Action item: Show every line below where "position" can be found.

Material for this task:
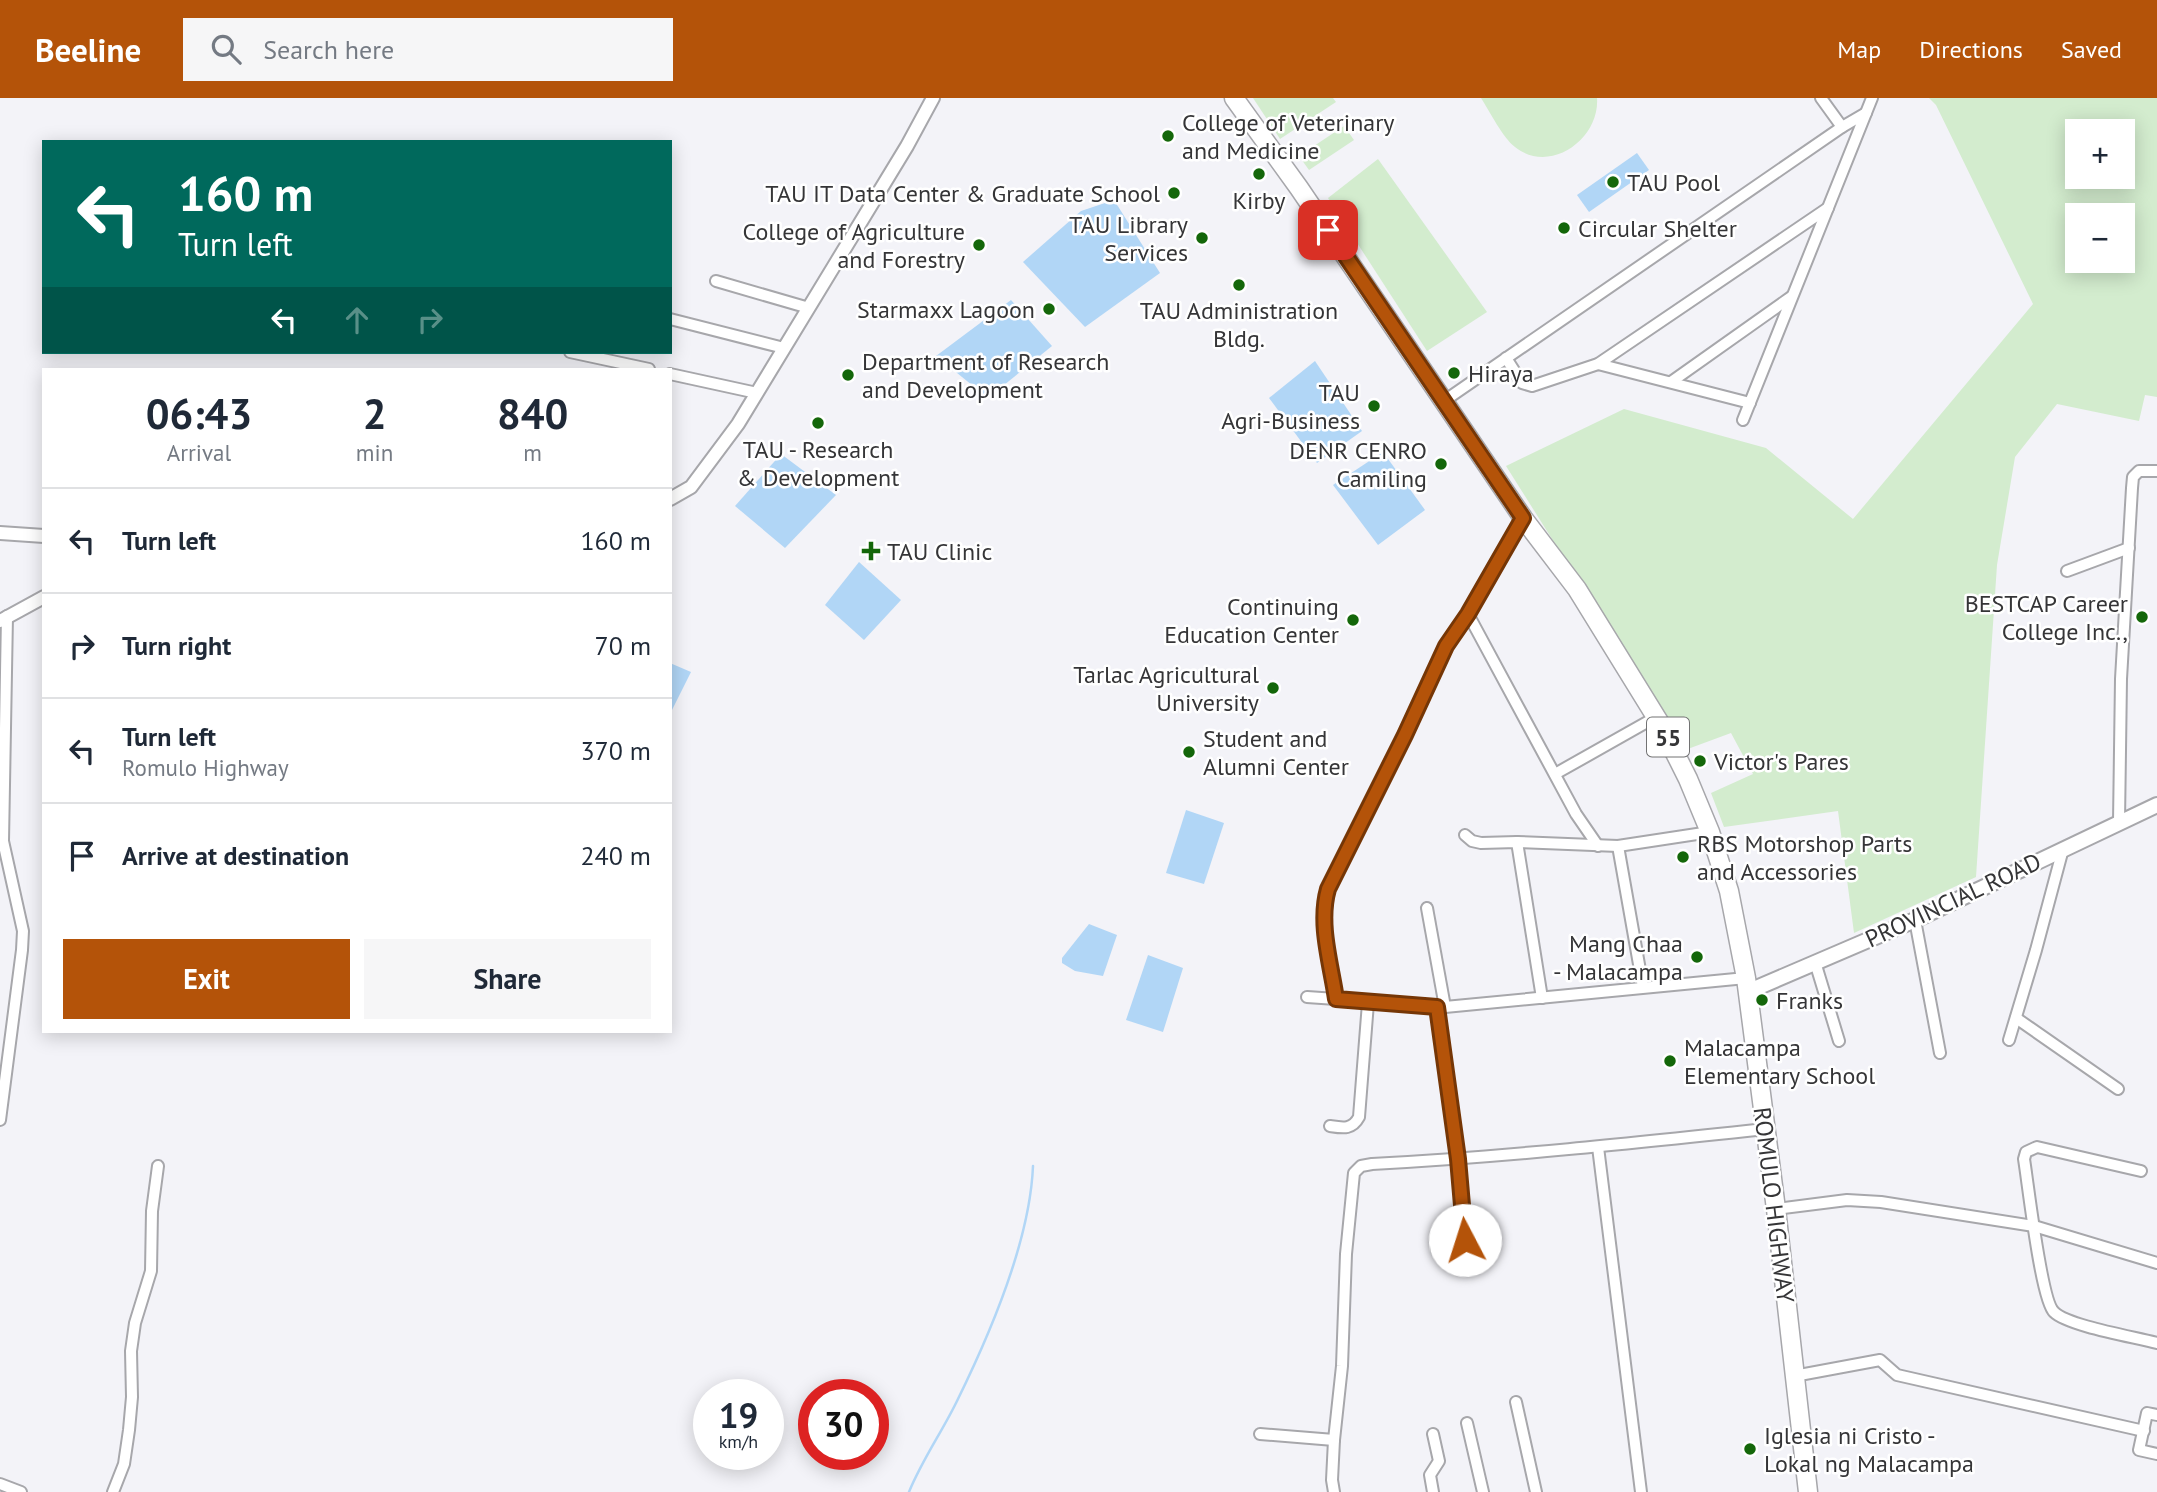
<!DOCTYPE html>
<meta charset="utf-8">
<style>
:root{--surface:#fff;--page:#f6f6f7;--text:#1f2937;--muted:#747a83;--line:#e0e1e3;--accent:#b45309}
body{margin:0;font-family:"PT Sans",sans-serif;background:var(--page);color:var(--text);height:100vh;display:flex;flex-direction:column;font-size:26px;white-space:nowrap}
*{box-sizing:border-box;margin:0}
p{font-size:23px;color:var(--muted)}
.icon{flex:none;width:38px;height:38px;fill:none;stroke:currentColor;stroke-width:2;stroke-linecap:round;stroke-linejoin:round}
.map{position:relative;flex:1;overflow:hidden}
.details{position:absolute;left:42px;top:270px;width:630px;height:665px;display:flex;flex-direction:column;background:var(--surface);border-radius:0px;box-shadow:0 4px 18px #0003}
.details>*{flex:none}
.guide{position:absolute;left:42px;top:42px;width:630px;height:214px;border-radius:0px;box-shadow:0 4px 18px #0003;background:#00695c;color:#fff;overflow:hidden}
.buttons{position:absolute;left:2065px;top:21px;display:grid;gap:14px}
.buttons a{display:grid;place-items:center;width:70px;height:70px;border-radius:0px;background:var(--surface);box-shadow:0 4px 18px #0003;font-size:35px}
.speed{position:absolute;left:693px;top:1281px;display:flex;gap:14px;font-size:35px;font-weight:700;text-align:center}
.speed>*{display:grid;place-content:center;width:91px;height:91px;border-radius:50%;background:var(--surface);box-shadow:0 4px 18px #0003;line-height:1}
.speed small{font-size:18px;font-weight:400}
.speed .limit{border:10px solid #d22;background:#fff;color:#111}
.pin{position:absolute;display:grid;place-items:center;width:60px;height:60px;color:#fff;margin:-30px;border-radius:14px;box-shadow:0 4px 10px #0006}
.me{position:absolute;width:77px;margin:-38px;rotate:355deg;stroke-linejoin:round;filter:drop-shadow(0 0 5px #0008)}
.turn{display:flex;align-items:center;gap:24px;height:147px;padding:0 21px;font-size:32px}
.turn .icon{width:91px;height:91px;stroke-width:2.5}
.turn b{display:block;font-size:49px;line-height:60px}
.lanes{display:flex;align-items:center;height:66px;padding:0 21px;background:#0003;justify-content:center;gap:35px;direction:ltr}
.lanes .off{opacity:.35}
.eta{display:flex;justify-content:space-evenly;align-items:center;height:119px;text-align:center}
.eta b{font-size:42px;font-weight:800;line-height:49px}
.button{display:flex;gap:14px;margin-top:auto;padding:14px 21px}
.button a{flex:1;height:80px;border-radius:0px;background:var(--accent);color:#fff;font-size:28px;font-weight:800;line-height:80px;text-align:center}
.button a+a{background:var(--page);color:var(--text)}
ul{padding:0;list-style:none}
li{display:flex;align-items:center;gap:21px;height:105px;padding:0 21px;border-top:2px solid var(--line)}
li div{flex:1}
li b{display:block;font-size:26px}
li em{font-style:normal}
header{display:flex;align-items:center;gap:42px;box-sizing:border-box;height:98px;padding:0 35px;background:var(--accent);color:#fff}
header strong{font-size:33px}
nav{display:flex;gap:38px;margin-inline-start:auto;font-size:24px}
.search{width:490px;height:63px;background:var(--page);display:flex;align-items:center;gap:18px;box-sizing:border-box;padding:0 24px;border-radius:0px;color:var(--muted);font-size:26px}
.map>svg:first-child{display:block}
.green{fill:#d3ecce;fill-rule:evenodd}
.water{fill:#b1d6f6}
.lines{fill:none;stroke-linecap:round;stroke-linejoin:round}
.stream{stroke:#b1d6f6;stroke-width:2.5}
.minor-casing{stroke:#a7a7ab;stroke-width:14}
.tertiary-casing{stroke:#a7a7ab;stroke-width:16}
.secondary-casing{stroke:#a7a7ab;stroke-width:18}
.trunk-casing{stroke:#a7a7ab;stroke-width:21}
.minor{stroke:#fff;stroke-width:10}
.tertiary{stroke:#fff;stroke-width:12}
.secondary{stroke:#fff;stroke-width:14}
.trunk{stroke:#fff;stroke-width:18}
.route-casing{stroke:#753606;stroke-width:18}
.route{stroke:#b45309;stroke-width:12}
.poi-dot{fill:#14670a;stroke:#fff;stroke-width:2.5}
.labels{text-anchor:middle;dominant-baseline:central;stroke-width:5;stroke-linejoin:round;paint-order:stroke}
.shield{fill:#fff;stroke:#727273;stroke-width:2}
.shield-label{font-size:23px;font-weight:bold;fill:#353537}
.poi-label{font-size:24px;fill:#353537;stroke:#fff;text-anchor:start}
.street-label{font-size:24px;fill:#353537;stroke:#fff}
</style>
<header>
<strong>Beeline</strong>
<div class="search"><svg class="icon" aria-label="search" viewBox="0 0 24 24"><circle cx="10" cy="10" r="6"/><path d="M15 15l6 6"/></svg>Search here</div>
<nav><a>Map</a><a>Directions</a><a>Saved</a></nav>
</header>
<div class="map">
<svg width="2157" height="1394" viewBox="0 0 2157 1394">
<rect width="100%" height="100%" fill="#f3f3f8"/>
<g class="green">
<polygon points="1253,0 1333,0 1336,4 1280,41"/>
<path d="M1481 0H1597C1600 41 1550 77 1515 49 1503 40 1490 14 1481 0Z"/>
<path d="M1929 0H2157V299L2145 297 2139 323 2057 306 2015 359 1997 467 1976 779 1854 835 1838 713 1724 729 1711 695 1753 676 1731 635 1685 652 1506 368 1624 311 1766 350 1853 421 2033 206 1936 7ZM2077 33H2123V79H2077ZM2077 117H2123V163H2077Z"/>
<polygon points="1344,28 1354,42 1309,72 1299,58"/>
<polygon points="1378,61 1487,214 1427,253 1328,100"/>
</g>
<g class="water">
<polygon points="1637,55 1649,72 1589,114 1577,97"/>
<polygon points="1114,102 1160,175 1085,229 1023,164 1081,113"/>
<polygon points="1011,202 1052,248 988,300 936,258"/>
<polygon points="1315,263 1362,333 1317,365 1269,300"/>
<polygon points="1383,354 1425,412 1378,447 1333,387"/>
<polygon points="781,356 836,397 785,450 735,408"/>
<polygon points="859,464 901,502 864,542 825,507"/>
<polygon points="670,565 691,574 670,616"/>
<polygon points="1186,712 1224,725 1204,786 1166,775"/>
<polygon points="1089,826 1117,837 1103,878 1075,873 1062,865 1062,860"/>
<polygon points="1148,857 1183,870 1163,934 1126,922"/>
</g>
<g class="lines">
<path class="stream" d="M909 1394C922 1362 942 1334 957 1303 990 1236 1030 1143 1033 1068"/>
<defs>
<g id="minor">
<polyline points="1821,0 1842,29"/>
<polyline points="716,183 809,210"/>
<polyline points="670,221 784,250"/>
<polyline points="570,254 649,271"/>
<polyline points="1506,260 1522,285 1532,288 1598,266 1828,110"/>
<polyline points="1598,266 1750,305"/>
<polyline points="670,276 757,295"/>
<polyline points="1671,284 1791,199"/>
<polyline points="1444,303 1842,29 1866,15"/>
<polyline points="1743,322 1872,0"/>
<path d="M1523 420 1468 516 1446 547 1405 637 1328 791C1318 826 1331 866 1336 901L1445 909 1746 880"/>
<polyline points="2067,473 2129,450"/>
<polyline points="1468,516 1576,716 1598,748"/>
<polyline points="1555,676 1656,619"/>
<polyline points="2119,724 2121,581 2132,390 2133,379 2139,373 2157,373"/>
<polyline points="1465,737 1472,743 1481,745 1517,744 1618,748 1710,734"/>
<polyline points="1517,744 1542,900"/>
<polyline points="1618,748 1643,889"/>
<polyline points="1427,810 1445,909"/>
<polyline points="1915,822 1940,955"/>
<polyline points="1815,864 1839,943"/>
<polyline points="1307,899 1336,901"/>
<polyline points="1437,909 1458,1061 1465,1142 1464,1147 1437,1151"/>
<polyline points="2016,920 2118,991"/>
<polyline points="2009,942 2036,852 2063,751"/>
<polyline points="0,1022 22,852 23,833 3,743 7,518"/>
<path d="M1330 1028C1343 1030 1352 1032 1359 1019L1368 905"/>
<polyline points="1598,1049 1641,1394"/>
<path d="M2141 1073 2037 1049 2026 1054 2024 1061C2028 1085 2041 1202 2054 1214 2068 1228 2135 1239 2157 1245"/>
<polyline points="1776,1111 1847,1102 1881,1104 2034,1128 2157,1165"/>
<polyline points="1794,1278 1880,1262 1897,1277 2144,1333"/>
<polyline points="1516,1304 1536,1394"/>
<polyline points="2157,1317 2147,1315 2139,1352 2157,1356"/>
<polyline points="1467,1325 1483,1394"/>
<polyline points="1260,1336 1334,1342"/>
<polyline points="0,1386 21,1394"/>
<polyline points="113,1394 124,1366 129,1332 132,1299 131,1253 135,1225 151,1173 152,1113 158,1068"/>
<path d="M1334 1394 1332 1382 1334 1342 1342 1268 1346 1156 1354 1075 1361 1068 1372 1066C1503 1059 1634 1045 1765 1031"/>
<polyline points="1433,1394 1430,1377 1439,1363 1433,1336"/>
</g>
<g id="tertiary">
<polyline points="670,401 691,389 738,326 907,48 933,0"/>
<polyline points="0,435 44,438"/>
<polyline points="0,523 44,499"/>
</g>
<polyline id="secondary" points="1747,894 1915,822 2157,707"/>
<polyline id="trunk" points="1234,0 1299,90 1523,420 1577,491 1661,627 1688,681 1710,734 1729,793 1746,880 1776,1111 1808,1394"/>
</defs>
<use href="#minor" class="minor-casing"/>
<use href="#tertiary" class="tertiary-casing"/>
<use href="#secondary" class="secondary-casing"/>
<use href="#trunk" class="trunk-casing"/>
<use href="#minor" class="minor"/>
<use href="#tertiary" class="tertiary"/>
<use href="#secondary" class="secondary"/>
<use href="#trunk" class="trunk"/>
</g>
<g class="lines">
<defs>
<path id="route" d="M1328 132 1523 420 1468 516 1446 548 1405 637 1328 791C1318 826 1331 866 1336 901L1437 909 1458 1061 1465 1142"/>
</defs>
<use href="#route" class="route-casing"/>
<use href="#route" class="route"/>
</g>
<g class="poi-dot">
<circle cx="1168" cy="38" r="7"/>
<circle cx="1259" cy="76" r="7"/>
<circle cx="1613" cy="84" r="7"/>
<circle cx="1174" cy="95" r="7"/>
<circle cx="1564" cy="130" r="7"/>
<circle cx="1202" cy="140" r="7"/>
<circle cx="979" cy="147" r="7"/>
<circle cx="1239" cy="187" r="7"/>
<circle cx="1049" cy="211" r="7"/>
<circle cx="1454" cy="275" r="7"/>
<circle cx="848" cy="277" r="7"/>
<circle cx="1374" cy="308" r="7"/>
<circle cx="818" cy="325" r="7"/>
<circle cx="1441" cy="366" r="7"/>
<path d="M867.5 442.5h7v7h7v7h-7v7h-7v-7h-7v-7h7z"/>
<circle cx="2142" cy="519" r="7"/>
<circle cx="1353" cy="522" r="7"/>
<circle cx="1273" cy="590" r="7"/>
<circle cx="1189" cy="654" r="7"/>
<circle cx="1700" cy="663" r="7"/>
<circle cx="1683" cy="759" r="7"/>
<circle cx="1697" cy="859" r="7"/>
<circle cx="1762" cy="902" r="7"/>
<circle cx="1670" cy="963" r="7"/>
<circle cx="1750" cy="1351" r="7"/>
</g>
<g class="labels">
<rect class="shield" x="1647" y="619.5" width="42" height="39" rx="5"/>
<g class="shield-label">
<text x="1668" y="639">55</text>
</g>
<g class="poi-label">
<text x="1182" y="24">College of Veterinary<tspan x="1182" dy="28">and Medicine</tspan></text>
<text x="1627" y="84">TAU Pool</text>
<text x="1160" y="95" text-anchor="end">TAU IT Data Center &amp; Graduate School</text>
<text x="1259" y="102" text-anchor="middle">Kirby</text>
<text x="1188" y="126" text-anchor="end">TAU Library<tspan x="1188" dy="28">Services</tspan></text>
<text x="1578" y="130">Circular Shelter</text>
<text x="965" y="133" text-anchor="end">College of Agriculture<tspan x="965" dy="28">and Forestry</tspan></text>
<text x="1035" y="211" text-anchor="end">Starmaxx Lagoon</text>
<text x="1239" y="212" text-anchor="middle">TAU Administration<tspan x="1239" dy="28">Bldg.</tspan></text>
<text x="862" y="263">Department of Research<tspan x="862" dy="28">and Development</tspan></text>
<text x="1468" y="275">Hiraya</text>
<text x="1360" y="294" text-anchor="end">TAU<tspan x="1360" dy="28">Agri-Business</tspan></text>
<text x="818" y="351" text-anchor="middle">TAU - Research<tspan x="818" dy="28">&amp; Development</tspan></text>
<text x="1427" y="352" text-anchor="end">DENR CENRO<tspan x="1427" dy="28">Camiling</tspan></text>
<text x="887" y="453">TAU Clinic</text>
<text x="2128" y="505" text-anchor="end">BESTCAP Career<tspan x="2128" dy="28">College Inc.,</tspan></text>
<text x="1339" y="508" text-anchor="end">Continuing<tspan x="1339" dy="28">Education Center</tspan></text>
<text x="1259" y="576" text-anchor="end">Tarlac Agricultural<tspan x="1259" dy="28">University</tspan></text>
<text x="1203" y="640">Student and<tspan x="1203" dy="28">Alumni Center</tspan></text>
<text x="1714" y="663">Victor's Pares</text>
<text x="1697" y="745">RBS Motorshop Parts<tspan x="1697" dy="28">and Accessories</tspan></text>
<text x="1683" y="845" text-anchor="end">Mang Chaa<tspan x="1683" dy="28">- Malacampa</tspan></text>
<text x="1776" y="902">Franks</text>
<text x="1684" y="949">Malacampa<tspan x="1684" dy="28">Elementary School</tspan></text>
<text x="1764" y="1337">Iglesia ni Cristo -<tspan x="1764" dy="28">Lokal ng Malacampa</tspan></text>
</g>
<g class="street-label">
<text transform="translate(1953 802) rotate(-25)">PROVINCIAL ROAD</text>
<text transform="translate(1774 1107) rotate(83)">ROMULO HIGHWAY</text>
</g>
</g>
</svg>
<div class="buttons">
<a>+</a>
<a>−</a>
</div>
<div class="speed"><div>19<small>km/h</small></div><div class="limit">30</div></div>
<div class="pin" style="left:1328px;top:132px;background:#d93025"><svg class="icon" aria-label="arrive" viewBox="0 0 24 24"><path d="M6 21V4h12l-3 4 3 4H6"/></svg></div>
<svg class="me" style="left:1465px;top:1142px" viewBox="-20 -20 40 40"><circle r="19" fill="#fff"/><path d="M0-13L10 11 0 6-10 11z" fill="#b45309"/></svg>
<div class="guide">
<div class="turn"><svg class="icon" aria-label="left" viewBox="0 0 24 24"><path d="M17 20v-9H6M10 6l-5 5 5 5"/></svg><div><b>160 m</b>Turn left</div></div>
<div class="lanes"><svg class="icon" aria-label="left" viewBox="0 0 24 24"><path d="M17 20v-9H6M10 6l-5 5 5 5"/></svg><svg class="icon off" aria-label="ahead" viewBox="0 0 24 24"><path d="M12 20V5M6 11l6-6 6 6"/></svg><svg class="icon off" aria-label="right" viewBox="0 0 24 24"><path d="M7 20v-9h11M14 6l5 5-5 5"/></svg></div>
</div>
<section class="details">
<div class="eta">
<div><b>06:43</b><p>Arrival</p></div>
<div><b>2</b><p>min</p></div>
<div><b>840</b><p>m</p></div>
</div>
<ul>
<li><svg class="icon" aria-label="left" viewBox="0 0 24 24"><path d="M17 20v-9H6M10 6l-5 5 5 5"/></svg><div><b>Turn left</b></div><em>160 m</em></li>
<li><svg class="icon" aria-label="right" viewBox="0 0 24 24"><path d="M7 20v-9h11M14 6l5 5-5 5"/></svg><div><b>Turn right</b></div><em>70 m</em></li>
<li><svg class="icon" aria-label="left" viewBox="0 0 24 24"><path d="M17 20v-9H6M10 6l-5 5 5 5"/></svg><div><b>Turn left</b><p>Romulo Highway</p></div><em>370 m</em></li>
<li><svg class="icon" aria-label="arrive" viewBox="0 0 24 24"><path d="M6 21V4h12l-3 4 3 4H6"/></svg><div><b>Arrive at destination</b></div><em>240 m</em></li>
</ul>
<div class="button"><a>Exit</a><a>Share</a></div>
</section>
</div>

Result:
.map{position:relative;flex:1;overflow:hidden}
.details{position:absolute;left:42px;top:270px;width:630px;height:665px;display:flex;flex-direction:column;background:var(--surface);border-radius:0px;box-shadow:0 4px 18px #0003}
.guide{position:absolute;left:42px;top:42px;width:630px;height:214px;border-radius:0px;box-shadow:0 4px 18px #0003;background:#00695c;color:#fff;overflow:hidden}
.buttons{position:absolute;left:2065px;top:21px;display:grid;gap:14px}
.speed{position:absolute;left:693px;top:1281px;display:flex;gap:14px;font-size:35px;font-weight:700;text-align:center}
.pin{position:absolute;display:grid;place-items:center;width:60px;height:60px;color:#fff;margin:-30px;border-radius:14px;box-shadow:0 4px 10px #0006}
.me{position:absolute;width:77px;margin:-38px;rotate:355deg;stroke-linejoin:round;filter:drop-shadow(0 0 5px #0008)}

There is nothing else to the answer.